Trustee Lindsey has stated that the Board of Trustees will have a say after the report is completed and distributed to the Board of Trustees, which was distributed on July 26, 2022. Who attended these meetings, how many times they met, and what were the discussions at these meetings are not available to either the public or the Board of Trustees – and it is a misnomer that the entire Board of Trustees will now have input. While the Board of Trustees will discuss the report, four Trustees have already agreed to the findings of the report before it was released to the entire Board of Trustees. The practice continues with the Board of Trustees approving another Kakaʻako Makai development Permitted Interaction Group on September 15th once again in violation of their own by-laws.

While the Native Hawaiian Trust Portfolio has been under a manager of managers investment policy the Board of Trustees took under advisement the advice from Segal Marco, OHA’s current manager, and Commonfund that OHA should move to an Outsourced Investment Officer (OCIO) management model. In a RM Committee workshop on June 28, 2022 the use of a CIO versus an OCIO was discussed and it was acknowledged by committee chair Trustee Waiheʻe that further workshops would be held before any decision would be made. Last month a memo was sent out from Sylvia Hussey, OHA’s CEO, that after discussions with both Trustee Hulu Lindsey and Trustee John Waiheʻe, OHA would be putting out a new Request for Proposal for a new investment consultant. This was decided on by two Trustees and not discussed with, debated upon, voted on by all the elected Trustees nor was the public allowed the opportunity to provide any public testimony. The process and Sunshine Law do not appear to have any standing.
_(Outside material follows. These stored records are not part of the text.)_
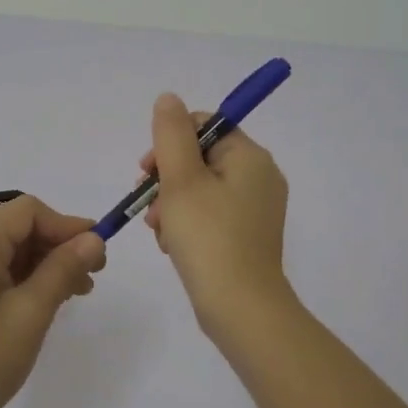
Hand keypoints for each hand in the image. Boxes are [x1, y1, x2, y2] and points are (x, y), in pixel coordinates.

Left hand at [0, 194, 106, 407]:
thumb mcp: (31, 314)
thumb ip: (62, 269)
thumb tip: (93, 238)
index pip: (28, 212)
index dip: (66, 225)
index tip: (97, 252)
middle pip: (18, 229)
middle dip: (58, 246)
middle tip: (93, 277)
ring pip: (9, 252)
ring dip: (45, 264)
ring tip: (77, 293)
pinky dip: (24, 279)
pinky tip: (47, 302)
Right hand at [141, 92, 292, 338]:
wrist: (240, 308)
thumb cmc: (208, 237)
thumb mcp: (181, 180)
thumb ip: (171, 134)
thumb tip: (169, 98)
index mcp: (250, 157)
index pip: (205, 126)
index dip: (170, 142)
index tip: (147, 171)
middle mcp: (260, 177)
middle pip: (200, 158)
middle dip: (166, 179)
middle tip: (149, 205)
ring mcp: (256, 209)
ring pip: (200, 189)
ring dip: (171, 204)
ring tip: (159, 232)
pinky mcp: (248, 236)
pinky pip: (210, 215)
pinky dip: (187, 224)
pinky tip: (172, 245)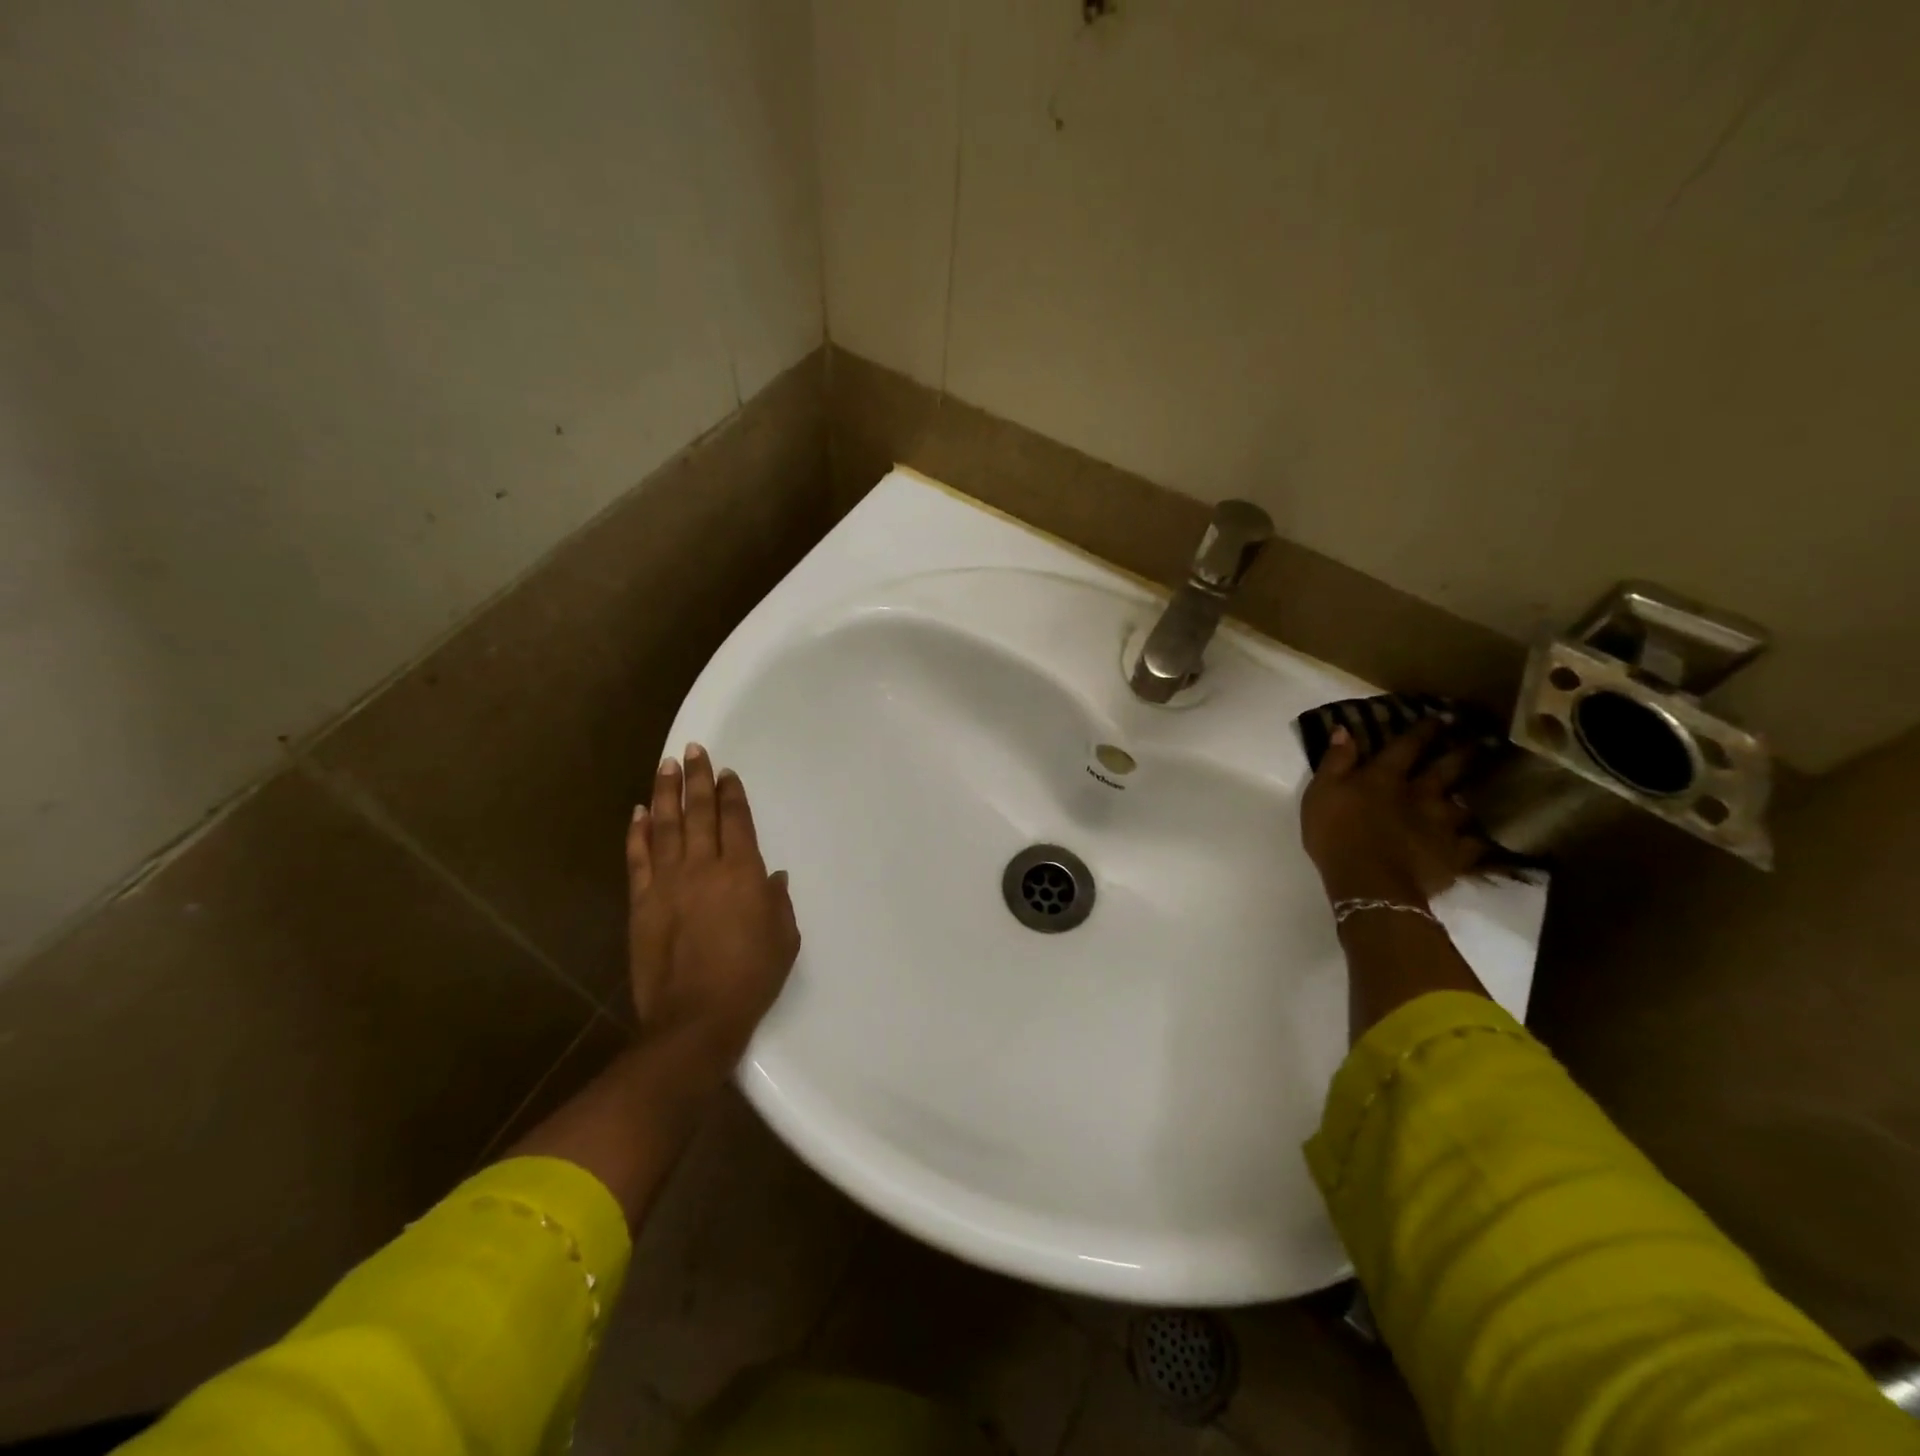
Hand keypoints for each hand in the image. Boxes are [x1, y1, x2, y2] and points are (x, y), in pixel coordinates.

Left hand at [626, 744, 800, 1065]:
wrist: (696, 1018)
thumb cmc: (751, 977)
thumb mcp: (783, 939)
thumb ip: (778, 902)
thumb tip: (771, 876)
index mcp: (742, 873)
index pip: (736, 820)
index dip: (731, 794)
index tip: (726, 772)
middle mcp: (704, 867)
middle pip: (699, 812)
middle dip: (698, 778)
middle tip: (694, 750)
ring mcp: (668, 882)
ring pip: (666, 826)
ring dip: (666, 792)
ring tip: (666, 765)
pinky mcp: (642, 902)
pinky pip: (638, 858)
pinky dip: (638, 832)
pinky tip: (639, 811)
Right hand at [1299, 719, 1483, 906]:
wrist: (1369, 883)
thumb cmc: (1336, 834)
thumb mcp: (1321, 793)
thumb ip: (1335, 762)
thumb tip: (1345, 729)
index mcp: (1385, 778)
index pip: (1407, 746)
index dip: (1422, 730)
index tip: (1439, 717)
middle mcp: (1420, 794)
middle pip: (1445, 769)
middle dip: (1460, 753)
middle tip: (1478, 741)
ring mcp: (1441, 825)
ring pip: (1463, 805)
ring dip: (1472, 796)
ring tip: (1485, 791)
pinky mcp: (1454, 855)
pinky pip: (1475, 845)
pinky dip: (1480, 840)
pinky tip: (1487, 838)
While Ryan Lee continues to help guide the Native Hawaiian Trust to a more balanced allocation more in line with being the 13th largest landowner in the state there continues to be those at OHA, both Trustees and administration, whose sole concern is how much OHA pays in fees to our current investment managers. While fee structures are important, they are not as important as returns, services provided and track records. Studies have shown that lower fees consistently provide lower returns; that is not to say that if you pay higher fees, you are guaranteed higher returns, but when a Trustee or an executive from administration asks how OHA can pay lower fees, it is embarrassing. Ryan Lee is a temporary hire and not a permanent employee of OHA. The majority of OHA’s budget comes from the Native Hawaiian Trust Portfolio. Everyone should be concerned about what will happen to the portfolio when Ryan leaves.

We have all heard a lot about transparency at the Office of Hawaiian Affairs. How this can be considered transparency is beyond my understanding and seems that no one out there is paying attention. No transparency, personal agendas, uniformed egotistical decisions, and complacency, welcome to the new OHA.